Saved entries
•••
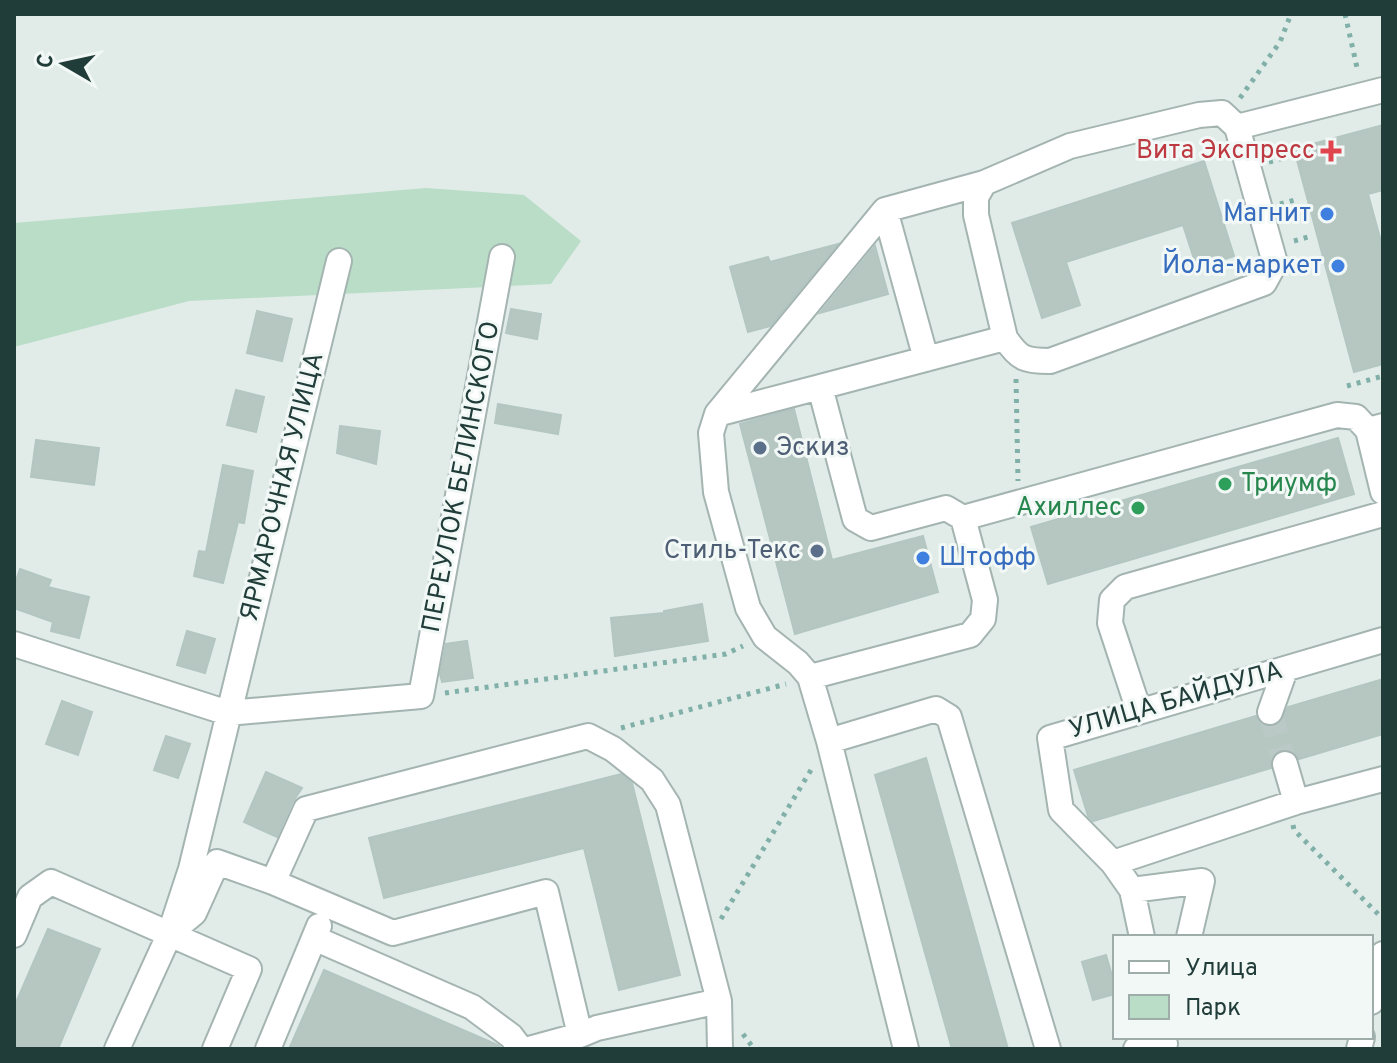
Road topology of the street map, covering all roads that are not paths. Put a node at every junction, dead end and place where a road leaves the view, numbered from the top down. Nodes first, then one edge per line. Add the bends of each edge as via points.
1 (1373, 93) edge
2 (1232, 122) junction
3 (984, 183) junction
4 (885, 210) junction
5 (502, 257) dead end
6 (339, 261) dead end
7 (1010, 346) junction
8 (926, 359) junction
9 (820, 387) junction
10 (717, 414) junction
11 (1375, 428) edge
12 (1383, 492) edge
13 (1383, 514) edge
14 (963, 518) junction
15 (1383, 640) edge
16 (14, 644) edge
17 (1285, 670) junction
18 (810, 677) junction
19 (1139, 711) junction
20 (1270, 712) tunnel mouth
21 (228, 713) junction
22 (829, 741) junction
23 (1285, 764) tunnel mouth
24 (1383, 779) edge
25 (1292, 803) junction
26 (1113, 863) junction
27 (273, 882) junction
28 (1132, 890) junction
29 (328, 905) junction
30 (170, 933) junction
31 (14, 935) edge
32 (1142, 935) edge
33 (1189, 935) edge
34 (314, 938) junction
35 (1383, 954) edge
36 (1373, 994) edge
37 (719, 1001) junction
38 (591, 1037) edge
39 (1165, 1039) edge
40 (117, 1049) edge
41 (215, 1049) edge
42 (268, 1049) edge
43 (521, 1049) edge
44 (529, 1049) edge
45 (720, 1049) edge
46 (906, 1049) edge
47 (1048, 1049) edge
48 (1136, 1049) edge

1 - 2 street
2 - 3 street via 1222,113 1199,115 1070,146
2 - 7 street via 1275,263 1264,283 1050,361 1031,361
3 - 4 street
3 - 7 street via 976,197 976,215
4 - 8 street
4 - 10 street
5 - 21 street, ПЕРЕУЛОК БЕЛИНСКОГО via 421,696
6 - 21 street, ЯРМАРОЧНАЯ УЛИЦА
7 - 8 street
8 - 9 street
9 - 10 street
9 - 14 street via 855,519 871,528 946,508
10 - 18 street via 711,433 716,492 748,608 765,637
11 - 12 street
11 - 14 street via 1356,417 1337,415
13 - 19 street via 1125,587 1112,600 1110,623
14 - 18 street via 985,600 983,619 970,635
15 - 17 street, УЛИЦА БАЙДУЛА
16 - 21 street
17 - 19 street, УЛИЦА БАЙДУЛА
17 - 20 street
18 - 22 street
19 - 26 street, УЛИЦА БАЙДУЛА via 1050,738 1061,810
21 - 30 street, ЯРМАРОЧНАЯ УЛИЦА
22 - 46 street
22 - 47 street via 936,709 949,717
23 - 25 street
24 - 25 street
25 - 26 street
26 - 28 street, УЛИЦА БАЙДУЛА
27 - 29 street
27 - 30 street via 217,862 194,913
27 - 37 street via 306,809 588,736 652,780 668,805
28 - 32 street, УЛИЦА БАЙДУЛА
28 - 33 street via 1202,881
29 - 34 street
29 - 38 street via 393,933 546,892
30 - 31 street via 51,882 30,897
30 - 40 street
30 - 41 street via 249,969
34 - 42 street
34 - 43 street via 472,1007
35 - 36 street
37 - 38 street
37 - 45 street
38 - 44 street
39 - 48 street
•••
Task prompt
Leave every picture out. Retype the remaining data exactly.

Exercise solution
Road topology of the street map, covering all roads that are not paths. Put a node at every junction, dead end and place where a road leaves the view, numbered from the top down. Nodes first, then one edge per line. Add the bends of each edge as via points.
1 (1373, 93) edge
2 (1232, 122) junction
3 (984, 183) junction
4 (885, 210) junction
5 (502, 257) dead end
6 (339, 261) dead end
7 (1010, 346) junction
8 (926, 359) junction
9 (820, 387) junction
10 (717, 414) junction
11 (1375, 428) edge
12 (1383, 492) edge
13 (1383, 514) edge
14 (963, 518) junction
15 (1383, 640) edge
16 (14, 644) edge
17 (1285, 670) junction
18 (810, 677) junction
19 (1139, 711) junction
20 (1270, 712) tunnel mouth
21 (228, 713) junction
22 (829, 741) junction
23 (1285, 764) tunnel mouth
24 (1383, 779) edge
25 (1292, 803) junction
26 (1113, 863) junction
27 (273, 882) junction
28 (1132, 890) junction
29 (328, 905) junction
30 (170, 933) junction
31 (14, 935) edge
32 (1142, 935) edge
33 (1189, 935) edge
34 (314, 938) junction
35 (1383, 954) edge
36 (1373, 994) edge
37 (719, 1001) junction
38 (591, 1037) edge
39 (1165, 1039) edge
40 (117, 1049) edge
41 (215, 1049) edge
42 (268, 1049) edge
43 (521, 1049) edge
44 (529, 1049) edge
45 (720, 1049) edge
46 (906, 1049) edge
47 (1048, 1049) edge
48 (1136, 1049) edge

1 - 2 street
2 - 3 street via 1222,113 1199,115 1070,146
2 - 7 street via 1275,263 1264,283 1050,361 1031,361
3 - 4 street
3 - 7 street via 976,197 976,215
4 - 8 street
4 - 10 street
5 - 21 street, ПЕРЕУЛОК БЕЛИНСКОГО via 421,696
6 - 21 street, ЯРМАРОЧНАЯ УЛИЦА
7 - 8 street
8 - 9 street
9 - 10 street
9 - 14 street via 855,519 871,528 946,508
10 - 18 street via 711,433 716,492 748,608 765,637
11 - 12 street
11 - 14 street via 1356,417 1337,415
13 - 19 street via 1125,587 1112,600 1110,623
14 - 18 street via 985,600 983,619 970,635
15 - 17 street, УЛИЦА БАЙДУЛА
16 - 21 street
17 - 19 street, УЛИЦА БАЙДУЛА
17 - 20 street
18 - 22 street
19 - 26 street, УЛИЦА БАЙДУЛА via 1050,738 1061,810
21 - 30 street, ЯРМАРОЧНАЯ УЛИЦА
22 - 46 street
22 - 47 street via 936,709 949,717
23 - 25 street
24 - 25 street
25 - 26 street
26 - 28 street, УЛИЦА БАЙДУЛА
27 - 29 street
27 - 30 street via 217,862 194,913
27 - 37 street via 306,809 588,736 652,780 668,805
28 - 32 street, УЛИЦА БАЙДУЛА
28 - 33 street via 1202,881
29 - 34 street
29 - 38 street via 393,933 546,892
30 - 31 street via 51,882 30,897
30 - 40 street
30 - 41 street via 249,969
34 - 42 street
34 - 43 street via 472,1007
35 - 36 street
37 - 38 street
37 - 45 street
38 - 44 street
39 - 48 street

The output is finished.